:: Activity ::
Go through the entries below and count the lines where "their" occurs. Give nothing but that number.

:: Available data ::

# # # #

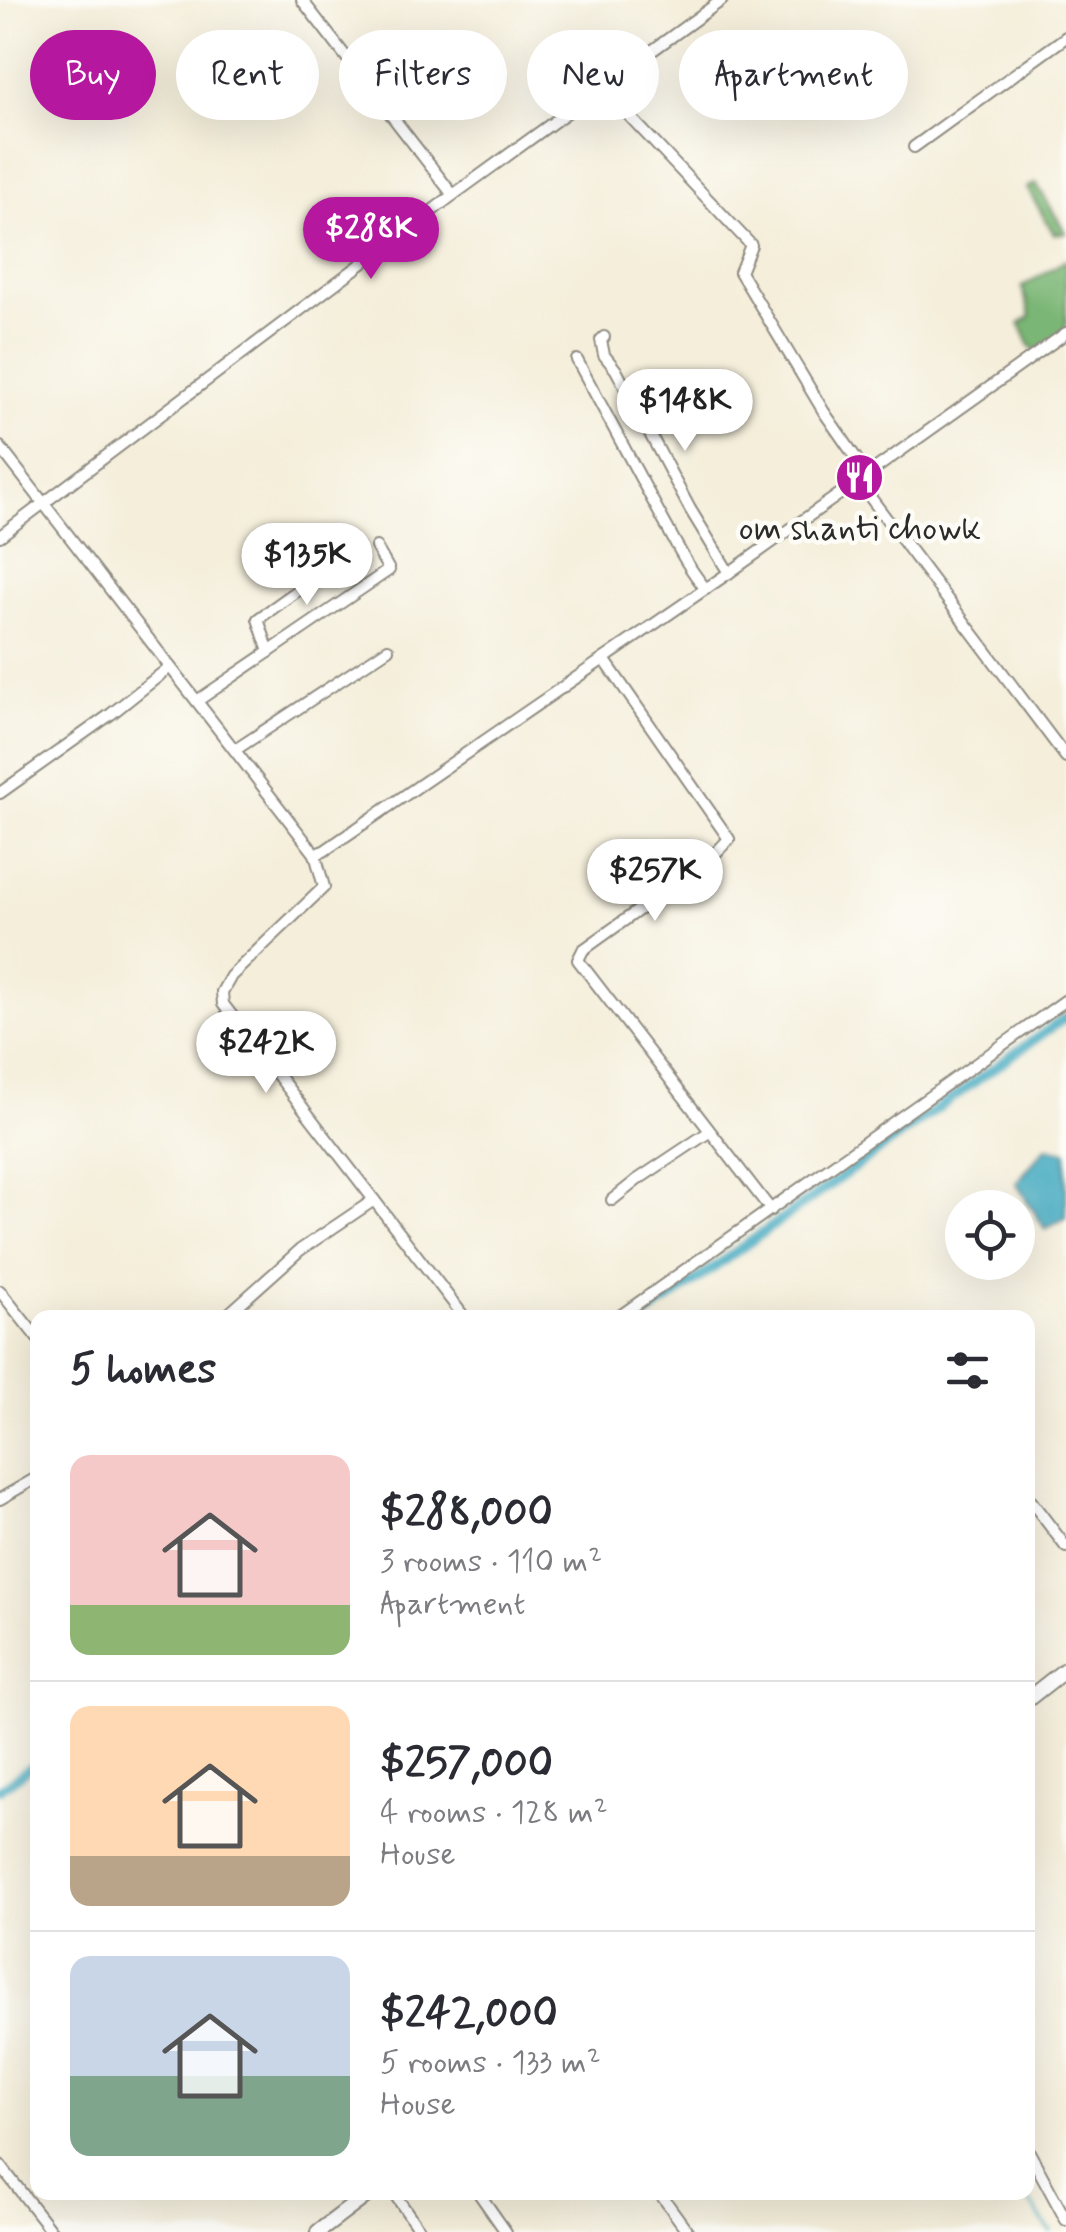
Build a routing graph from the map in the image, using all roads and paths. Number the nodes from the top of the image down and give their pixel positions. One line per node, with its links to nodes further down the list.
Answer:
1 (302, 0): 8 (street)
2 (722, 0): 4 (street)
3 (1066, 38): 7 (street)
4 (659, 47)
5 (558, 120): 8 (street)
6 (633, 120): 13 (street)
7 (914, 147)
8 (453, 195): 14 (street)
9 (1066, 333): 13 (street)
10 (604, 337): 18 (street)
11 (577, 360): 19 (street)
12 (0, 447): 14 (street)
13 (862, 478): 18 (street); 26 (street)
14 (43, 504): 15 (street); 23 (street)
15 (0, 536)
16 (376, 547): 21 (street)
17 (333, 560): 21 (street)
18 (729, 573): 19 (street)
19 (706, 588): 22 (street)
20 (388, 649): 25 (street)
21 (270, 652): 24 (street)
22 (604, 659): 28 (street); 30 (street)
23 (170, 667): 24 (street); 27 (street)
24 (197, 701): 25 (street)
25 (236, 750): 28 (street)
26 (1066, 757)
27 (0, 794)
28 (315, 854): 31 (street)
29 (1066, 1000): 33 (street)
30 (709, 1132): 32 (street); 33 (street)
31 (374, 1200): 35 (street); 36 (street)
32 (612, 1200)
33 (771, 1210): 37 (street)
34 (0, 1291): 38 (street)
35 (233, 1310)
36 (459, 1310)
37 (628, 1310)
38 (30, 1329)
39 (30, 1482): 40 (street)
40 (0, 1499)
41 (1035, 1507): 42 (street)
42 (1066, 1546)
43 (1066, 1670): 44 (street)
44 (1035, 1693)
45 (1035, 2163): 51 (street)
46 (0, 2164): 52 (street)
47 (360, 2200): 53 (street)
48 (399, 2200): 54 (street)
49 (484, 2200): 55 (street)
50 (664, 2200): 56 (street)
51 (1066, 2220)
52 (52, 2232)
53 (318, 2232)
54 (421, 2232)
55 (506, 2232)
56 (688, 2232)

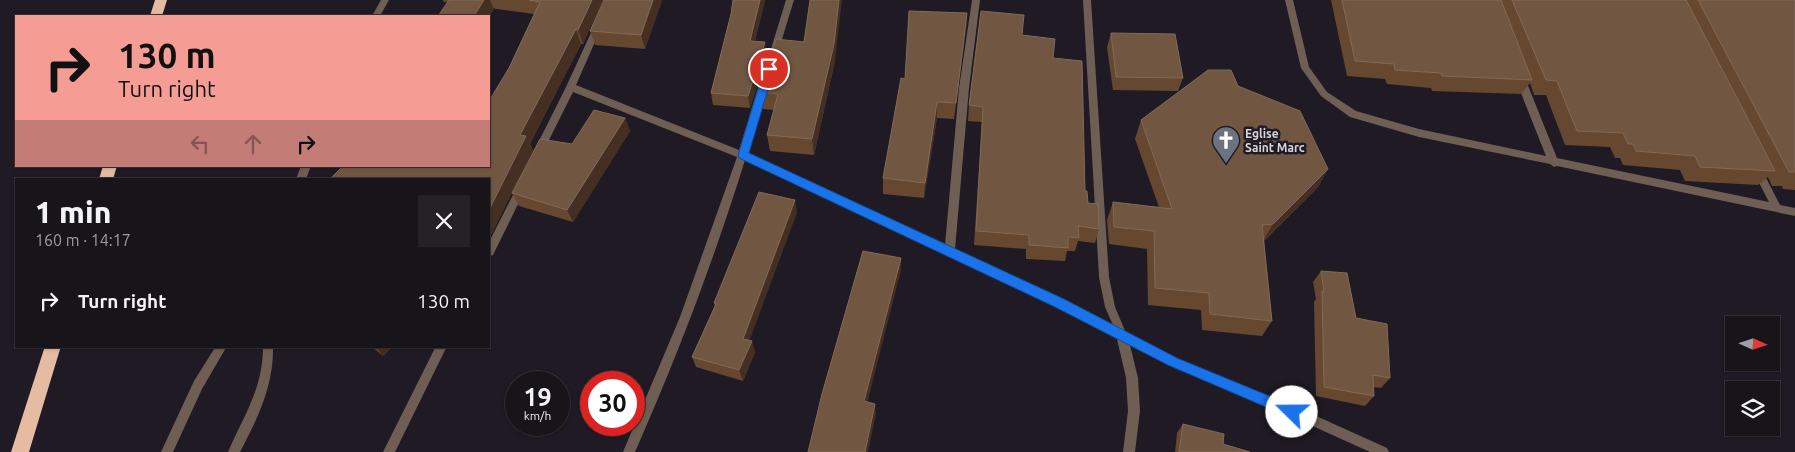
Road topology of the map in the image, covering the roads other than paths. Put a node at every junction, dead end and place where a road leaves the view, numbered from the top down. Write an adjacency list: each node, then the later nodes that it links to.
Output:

# # # #

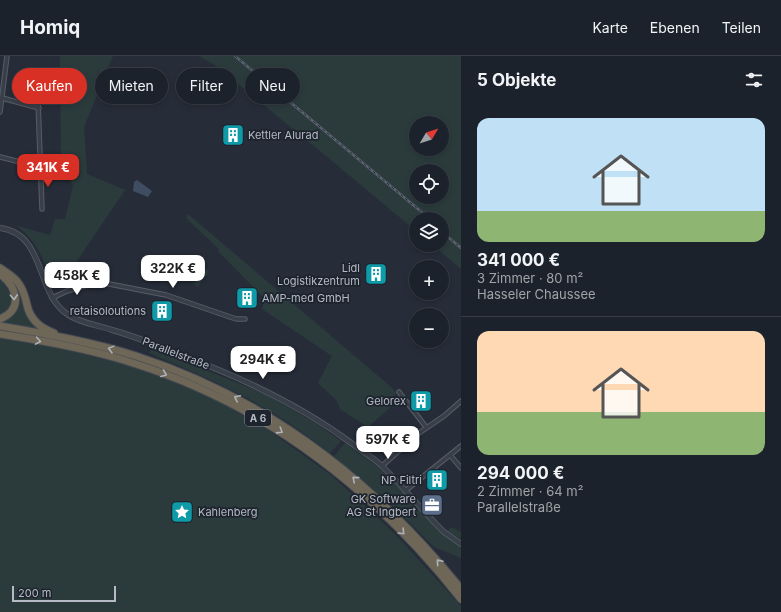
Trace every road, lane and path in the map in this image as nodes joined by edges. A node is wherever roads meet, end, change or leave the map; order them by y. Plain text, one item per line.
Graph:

# # # #

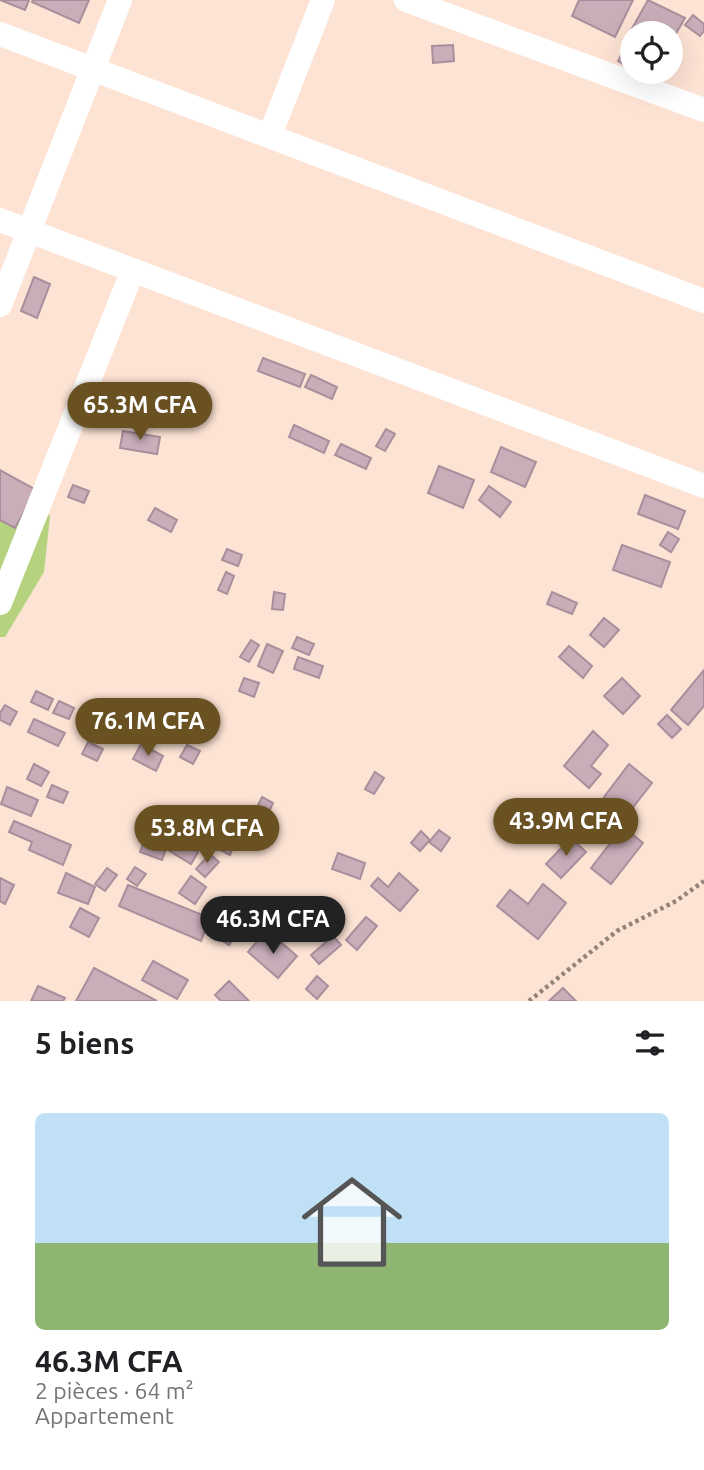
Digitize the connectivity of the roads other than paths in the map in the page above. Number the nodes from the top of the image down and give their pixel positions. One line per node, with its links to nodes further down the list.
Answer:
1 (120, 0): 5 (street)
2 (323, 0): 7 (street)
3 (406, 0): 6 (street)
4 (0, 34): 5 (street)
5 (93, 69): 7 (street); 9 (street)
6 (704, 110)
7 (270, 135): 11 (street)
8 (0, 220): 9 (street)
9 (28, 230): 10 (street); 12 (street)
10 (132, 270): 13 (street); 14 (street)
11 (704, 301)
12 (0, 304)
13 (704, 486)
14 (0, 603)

# # # #

:: Result of this exercise ::
2